* TRY IT: Before you reproduce the entries that follow, strip out any image they contain and keep the rest exact.

* EXTRACTED INFORMATION:
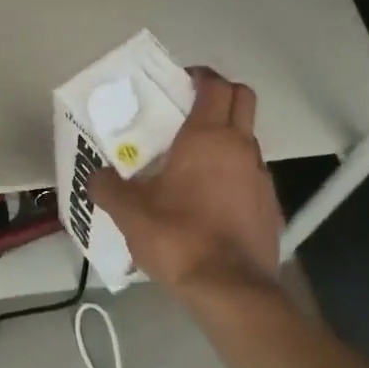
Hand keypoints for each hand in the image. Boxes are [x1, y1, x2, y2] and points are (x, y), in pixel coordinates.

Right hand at [91, 68, 284, 305]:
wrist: (231, 291)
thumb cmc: (178, 237)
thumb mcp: (129, 212)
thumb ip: (108, 187)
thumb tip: (97, 176)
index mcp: (207, 137)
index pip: (215, 85)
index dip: (199, 76)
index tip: (179, 82)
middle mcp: (241, 147)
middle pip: (242, 99)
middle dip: (220, 95)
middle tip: (189, 110)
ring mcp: (261, 177)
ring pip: (247, 138)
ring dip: (226, 137)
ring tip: (193, 162)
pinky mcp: (271, 207)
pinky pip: (251, 175)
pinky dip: (234, 174)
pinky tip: (210, 201)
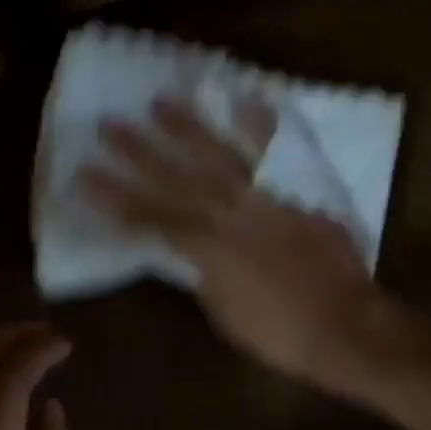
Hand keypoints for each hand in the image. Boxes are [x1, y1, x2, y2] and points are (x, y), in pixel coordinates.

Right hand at [79, 96, 411, 396]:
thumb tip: (186, 250)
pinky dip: (262, 125)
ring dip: (186, 127)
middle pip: (174, 177)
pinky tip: (245, 97)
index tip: (83, 175)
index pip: (148, 217)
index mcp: (206, 247)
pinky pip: (278, 152)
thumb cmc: (280, 332)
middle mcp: (229, 212)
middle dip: (137, 152)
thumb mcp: (223, 312)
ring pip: (218, 154)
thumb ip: (201, 273)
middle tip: (107, 125)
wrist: (346, 324)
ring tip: (158, 102)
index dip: (113, 198)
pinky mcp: (299, 190)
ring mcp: (267, 196)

* WRITTEN RESPONSE:
Hand keypoints for each hand in the image. Boxes are [x1, y1, x2, y2] and points are (x, y), in pixel coordinates.

Right hand at [91, 68, 284, 305]:
wrist: (231, 291)
thumb cmc: (178, 237)
thumb mcp: (129, 212)
thumb ip: (108, 187)
thumb tip: (97, 176)
index mcp: (207, 137)
index pip: (215, 85)
index dip: (199, 76)
index tip: (179, 82)
middle mcp: (241, 147)
middle pip: (242, 99)
middle dip: (220, 95)
middle tip: (189, 110)
ring mcp: (261, 177)
ring pip: (247, 138)
ring dip: (226, 137)
ring tip: (193, 162)
pinky mcp: (271, 207)
pinky pip: (251, 175)
pinky dip: (234, 174)
pinky tip: (210, 201)
Hand keypoints for each hand in the image. Boxes are [x1, y1, x2, y2] and points are (x, y), in pixel coordinates.

Right hand at [79, 96, 411, 396]:
thumb tip: (186, 250)
pinky dip: (262, 125)
ring dip: (186, 127)
middle pip: (174, 177)
pinky tip: (245, 97)
index tip: (83, 175)
index pip: (148, 217)
index mcp: (206, 247)
pinky pip: (278, 152)
thumb cmc: (280, 332)
middle mcp: (229, 212)
middle dip: (137, 152)
thumb mcp: (223, 312)
ring pip: (218, 154)
thumb ip: (201, 273)
middle tip: (107, 125)
wrist: (346, 324)
ring tip: (158, 102)
index dip: (113, 198)
pinky mcp: (299, 190)
ring mcp: (267, 196)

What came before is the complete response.